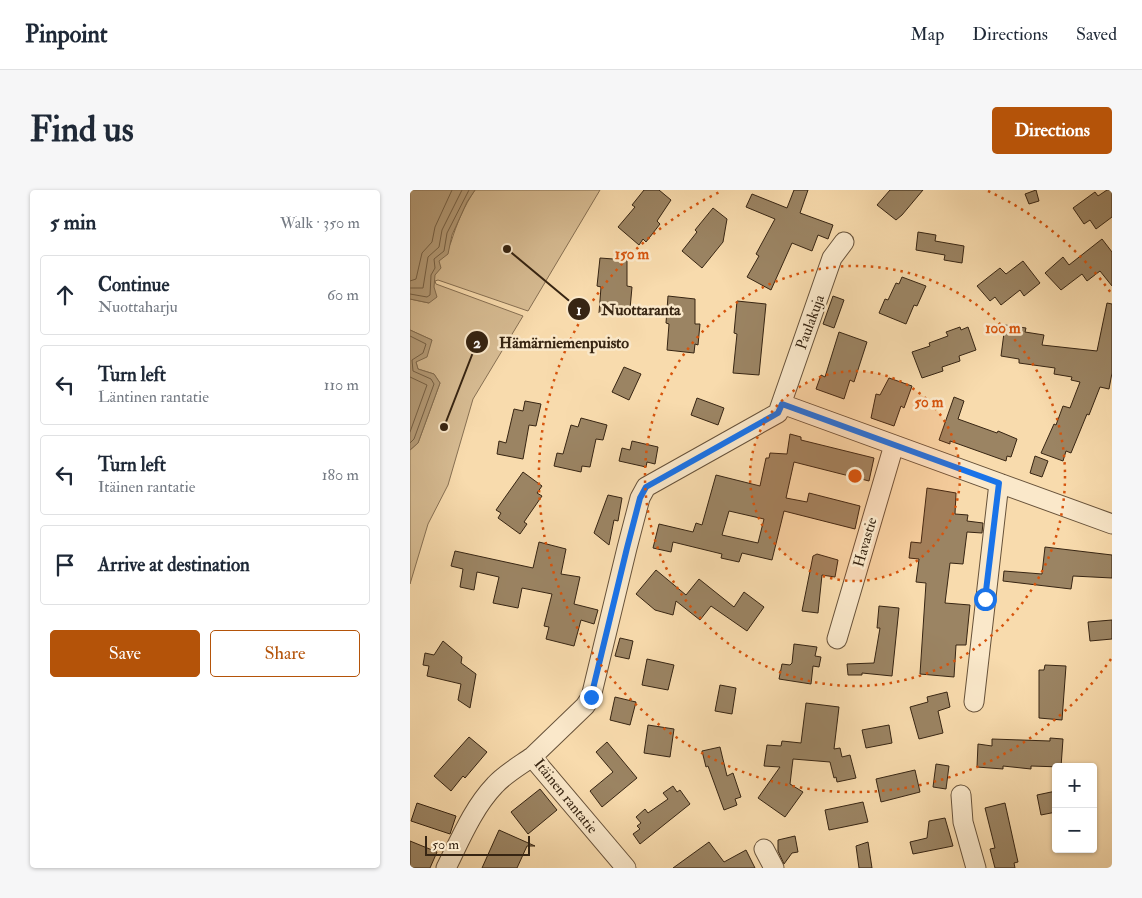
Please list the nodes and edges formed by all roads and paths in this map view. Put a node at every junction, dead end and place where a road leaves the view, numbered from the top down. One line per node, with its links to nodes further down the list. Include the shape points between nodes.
1 (844, 242): 2 (street, Paulakuja, via 832,258)
2 (782, 404): 3 (street); 8 (street, Itäinen rantatie, via 778,413 646,487 631,532 591,697 580,712)
3 (894, 445): 4 (street); 6 (street, Havastie)
4 (999, 483): 5 (street); 7 (street)
5 (1112, 524)
6 (837, 639)
7 (974, 702)
8 (532, 757): 11 (street, via 501,779 486,796); 12 (street, Itäinen rantatie)
9 (962, 796): 14 (street, via 963,822)
10 (764, 849): 13 (street)
11 (446, 868)
12 (626, 868)
13 (774, 868)
14 (976, 868)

──────

Task directions: The whole listing should be printed again exactly as written, images excluded.

Task solution:
Please list the nodes and edges formed by all roads and paths in this map view. Put a node at every junction, dead end and place where a road leaves the view, numbered from the top down. One line per node, with its links to nodes further down the list. Include the shape points between nodes.
1 (844, 242): 2 (street, Paulakuja, via 832,258)
2 (782, 404): 3 (street); 8 (street, Itäinen rantatie, via 778,413 646,487 631,532 591,697 580,712)
3 (894, 445): 4 (street); 6 (street, Havastie)
4 (999, 483): 5 (street); 7 (street)
5 (1112, 524)
6 (837, 639)
7 (974, 702)
8 (532, 757): 11 (street, via 501,779 486,796); 12 (street, Itäinen rantatie)
9 (962, 796): 14 (street, via 963,822)
10 (764, 849): 13 (street)
11 (446, 868)
12 (626, 868)
13 (774, 868)
14 (976, 868)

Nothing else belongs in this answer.